Dr. Ulduz (Ulee) Maschaykh, raised in Cologne, Germany, comes to the peninsula with an impressive resume that includes bachelors, masters and doctorate degrees from the University of Bonn, and work as a postdoctoral research fellow at McMaster University in Hamilton, Ont.

She has also served as a visiting fellow at both UBC and the University of Auckland in New Zealand and, latterly, worked with many Metro Vancouver non-profit organizations, including the Downtown Eastside Centre for the Arts, the Heritage Vancouver Society and the Dr.
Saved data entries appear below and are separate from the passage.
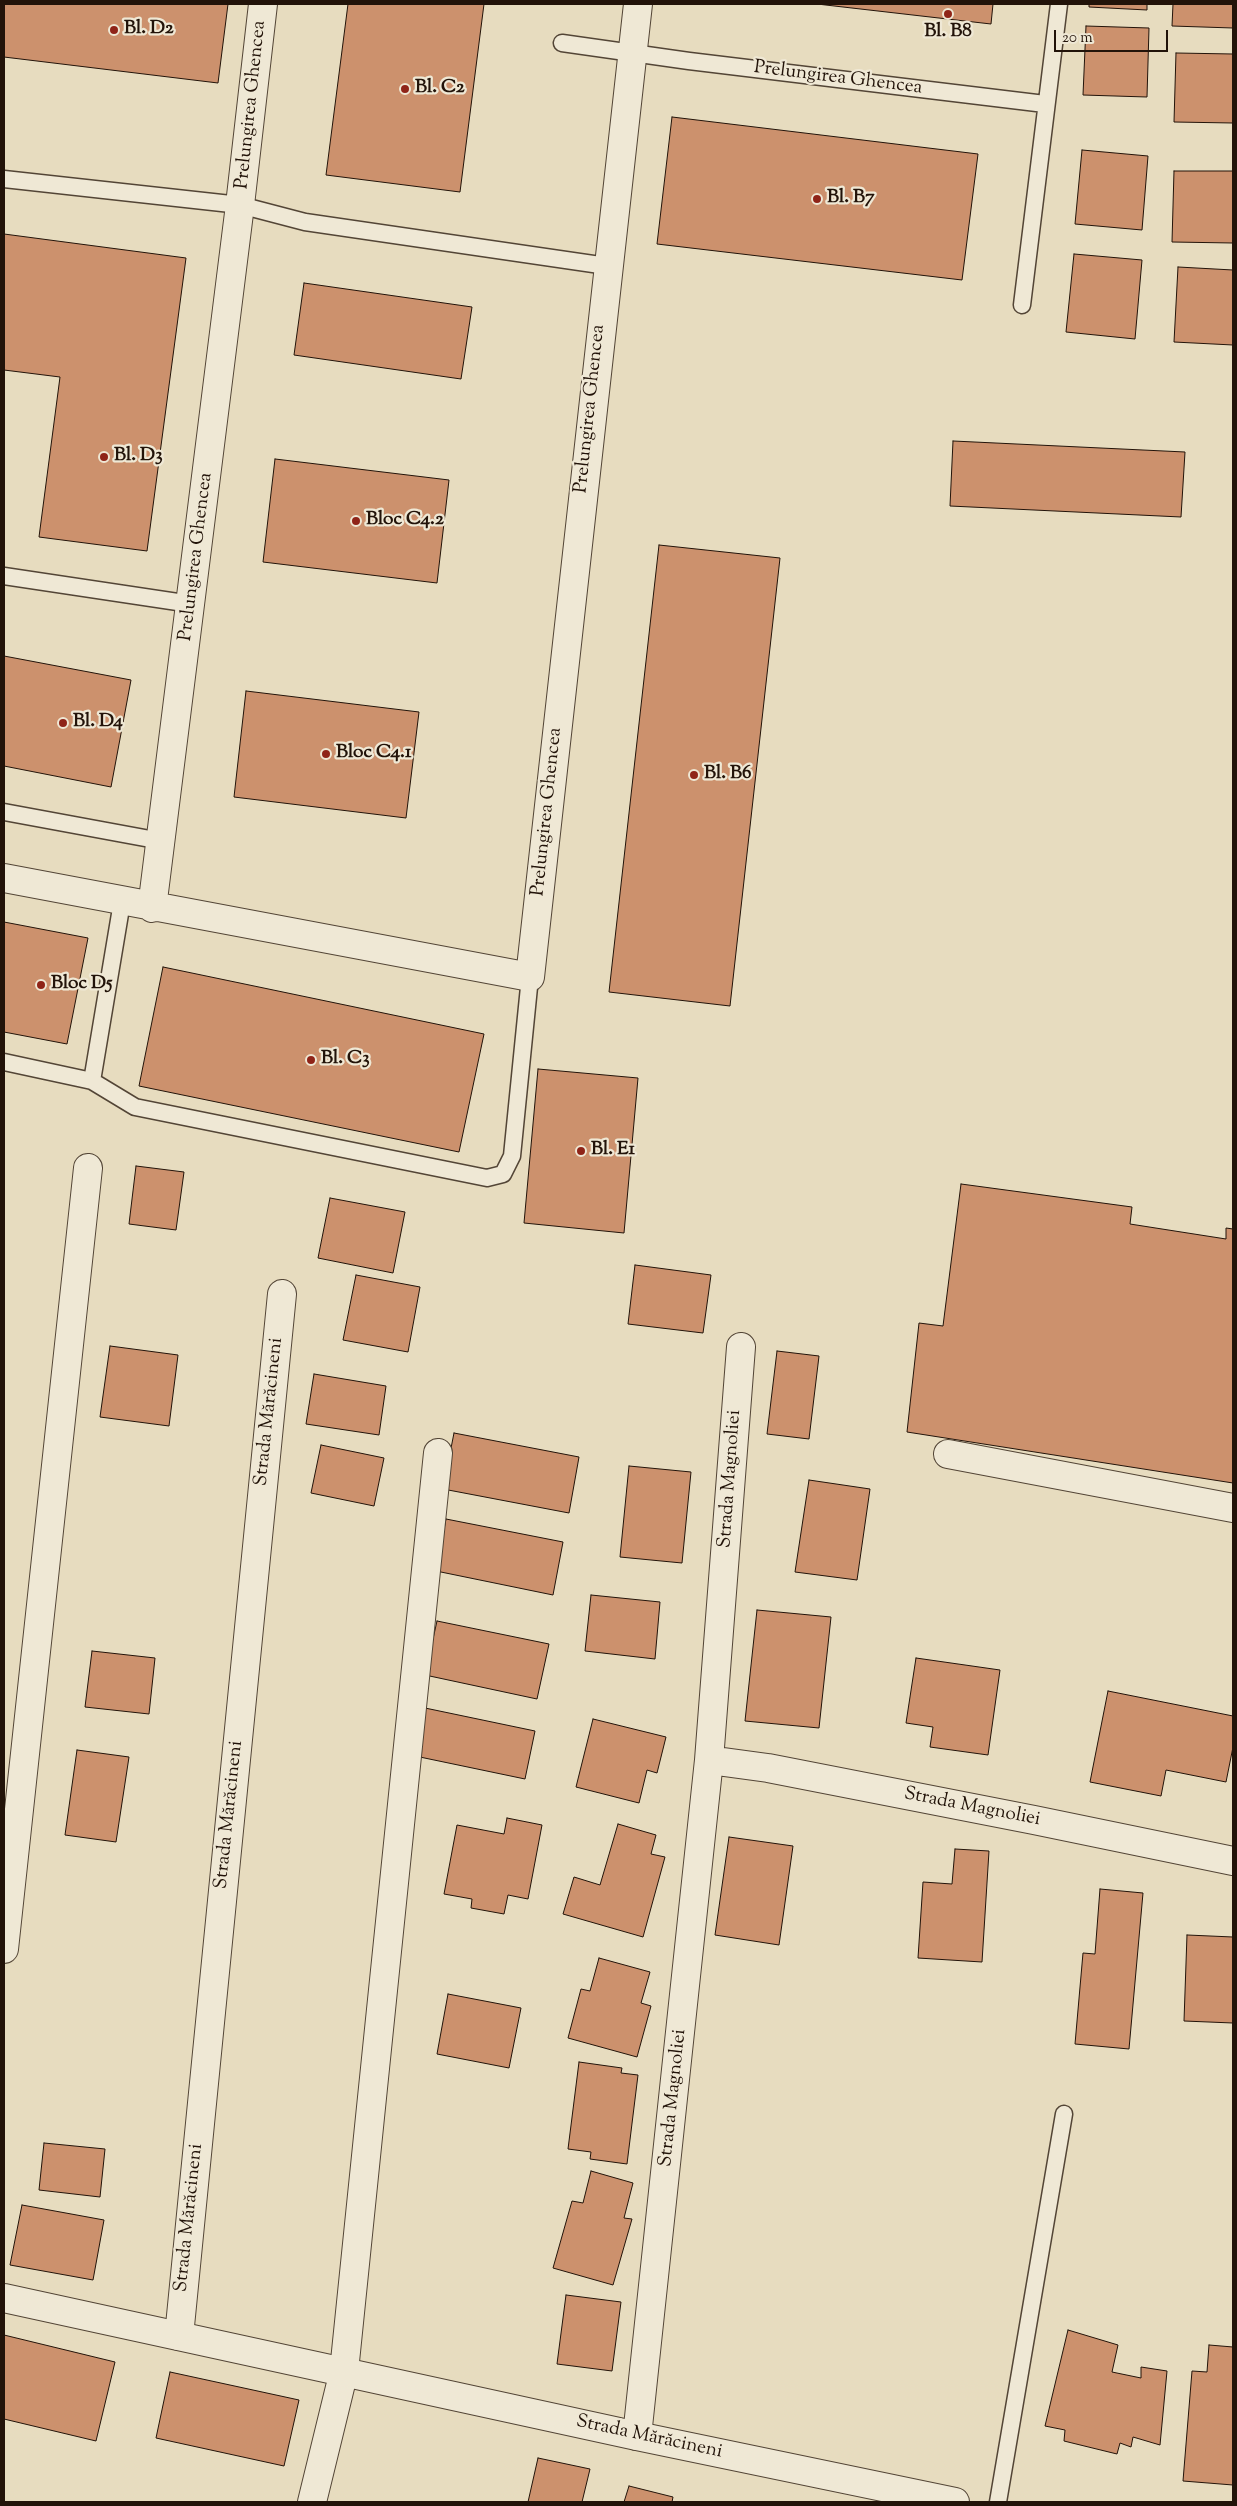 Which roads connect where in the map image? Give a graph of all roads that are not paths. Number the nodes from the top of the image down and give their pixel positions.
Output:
1 (263, 4) edge
2 (638, 4) edge
3 (1058, 4) edge
4 (562, 43) dead end
5 (632, 53) junction
6 (1045, 104) junction
7 (4, 179) edge
8 (240, 205) junction
9 (607, 266) junction
10 (1022, 305) dead end
11 (4, 576) edge
12 (191, 604) junction
13 (4, 812) edge
14 (161, 842) junction
15 (4, 878) edge
16 (122, 902) junction
17 (152, 908) junction
18 (530, 977) junction
19 (4, 1062) edge
20 (92, 1081) junction
21 (88, 1168) dead end
22 (282, 1294) dead end
23 (742, 1348) dead end
24 (438, 1453) dead end
25 (948, 1454) dead end
26 (1233, 1508) edge
27 (709, 1760) junction
28 (1233, 1861) edge
29 (4, 1949) edge
30 (1064, 2114) dead end
31 (4, 2298) edge
32 (179, 2336) junction
33 (344, 2371) junction
34 (637, 2436) junction
35 (312, 2502) edge
36 (955, 2502) edge
37 (998, 2502) edge

1 - 8 street, Prelungirea Ghencea
2 - 5 street, Prelungirea Ghencea
3 - 6 lane
4 - 5 lane, Prelungirea Ghencea
5 - 6 lane, Prelungirea Ghencea
5 - 9 street, Prelungirea Ghencea
6 - 10 lane
7 - 8 lane, Prelungirea Ghencea
8 - 9 lane, Prelungirea Ghencea
8 - 12 street, Prelungirea Ghencea
9 - 18 street, Prelungirea Ghencea
11 - 12 lane
12 - 14 street, Prelungirea Ghencea
13 - 14 lane
14 - 17 street, Prelungirea Ghencea
15 - 16 street
16 - 17 street
16 - 20 lane
17 - 18 street
18 - 20 lane
19 - 20 lane
21 - 29 street
22 - 32 street, Strada Mărăcineni
23 - 27 street, Strada Magnoliei
24 - 33 street
25 - 26 street
27 - 28 street, Strada Magnoliei
27 - 34 street, Strada Magnoliei
30 - 37 lane
31 - 32 street, Strada Mărăcineni
32 - 33 street, Strada Mărăcineni
33 - 34 street, Strada Mărăcineni
33 - 35 street
34 - 36 street, Strada Mărăcineni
Sun Yat-Sen Classical Chinese Garden in Vancouver’s Chinatown.

She is also author of a book, The Changing Image of Affordable Housing – Design, Gentrification and Community in Canada and Europe.

But – as evidence of her passionate interest in the arts – she reveals it was news that the late Leonard Cohen was resuming touring, some years ago, as the catalytic event that brought her to Canada for the first time.

“I was on a scholarship to study art history in New Zealand, but I packed up my things and went to Montreal to see Leonard Cohen’s first concert after 15 years,” she told Peace Arch News.

“Art is truly a passion for me,” she added. “It’s a means to connect people – it functions as a connector for those who like all kinds of beauty…it’s a universal language.”

Maschaykh said there is an ongoing intellectual debate about what is the real audience of art, and who it caters to.

“Particularly in the City of Vancouver, where certain developers are putting out art as a commercial commodity – but I believe that art should be truly inclusive to make any city livable.”

In this context, Maschaykh quotes the late author and urban studies activist Jane Jacobs (The Death and Life of Great American Cities) – “without inclusivity a city becomes a collection of interests isolated from one another.”

Maschaykh frequently works with the German consulate in Vancouver, facilitating visits by those who look to Canada, and specifically Vancouver, as models in championing multiculturalism and creative approaches to urbanization.

But she notes the irony that Vancouver, which has embraced highrises that tend to encourage isolation, feels now that it must create artistic events to boost a sense of community.

Although she has only lived in White Rock for two months – and even though she is aware of complaint that rapid development is changing the feel of the Semiahmoo Peninsula – she has a strong sense of the community as one where, unlike Vancouver, neighbours still know each other by name.

And she said that she is very interested in the concept of “placemaking” – inspiring people to collectively reimagine and reinvent public spaces as the heart of each community – in which she sees promoting interdisciplinary events, which can combine visual and performing arts, as playing an important role.

“Ulee is awesome at facilitating collaborations,” Semiahmoo Arts board member Pat Higinbotham commented.

“The tendency here has been that eveyone has wanted to be their own independent art organization,” she said, but noted that is changing.

Maschaykh said she is excited by the potential of what she has learned so far about the Semiahmoo Peninsula.

“White Rock and South Surrey is such a hidden treasure that you almost want to keep it hidden, but there is so much talent here and so much to be proud about that I want to show it off to the rest of Vancouver and beyond,” she said.

Rather than make sweeping changes, she said she wants to carefully study Semiahmoo Arts events and community interactions to help develop possibilities for moving forward.

Board member Laurel Tien, who with treasurer Sandy Cave, has been fulfilling acting executive director roles since the resignation of Barb Nelson earlier this year, noted that the organization has “had an incredible growth spurt over the last five years,” under Nelson’s management.

“Part of that is due to having a solid base of operations in the South Surrey Arts and Recreation Centre and with that has come a staff that is incredibly skilled,” Tien said.

“We are a different animal now, and what we decided we needed and wanted in a new executive director is someone with a vision of the future who can move us forward to where we want to be next in White Rock and South Surrey.”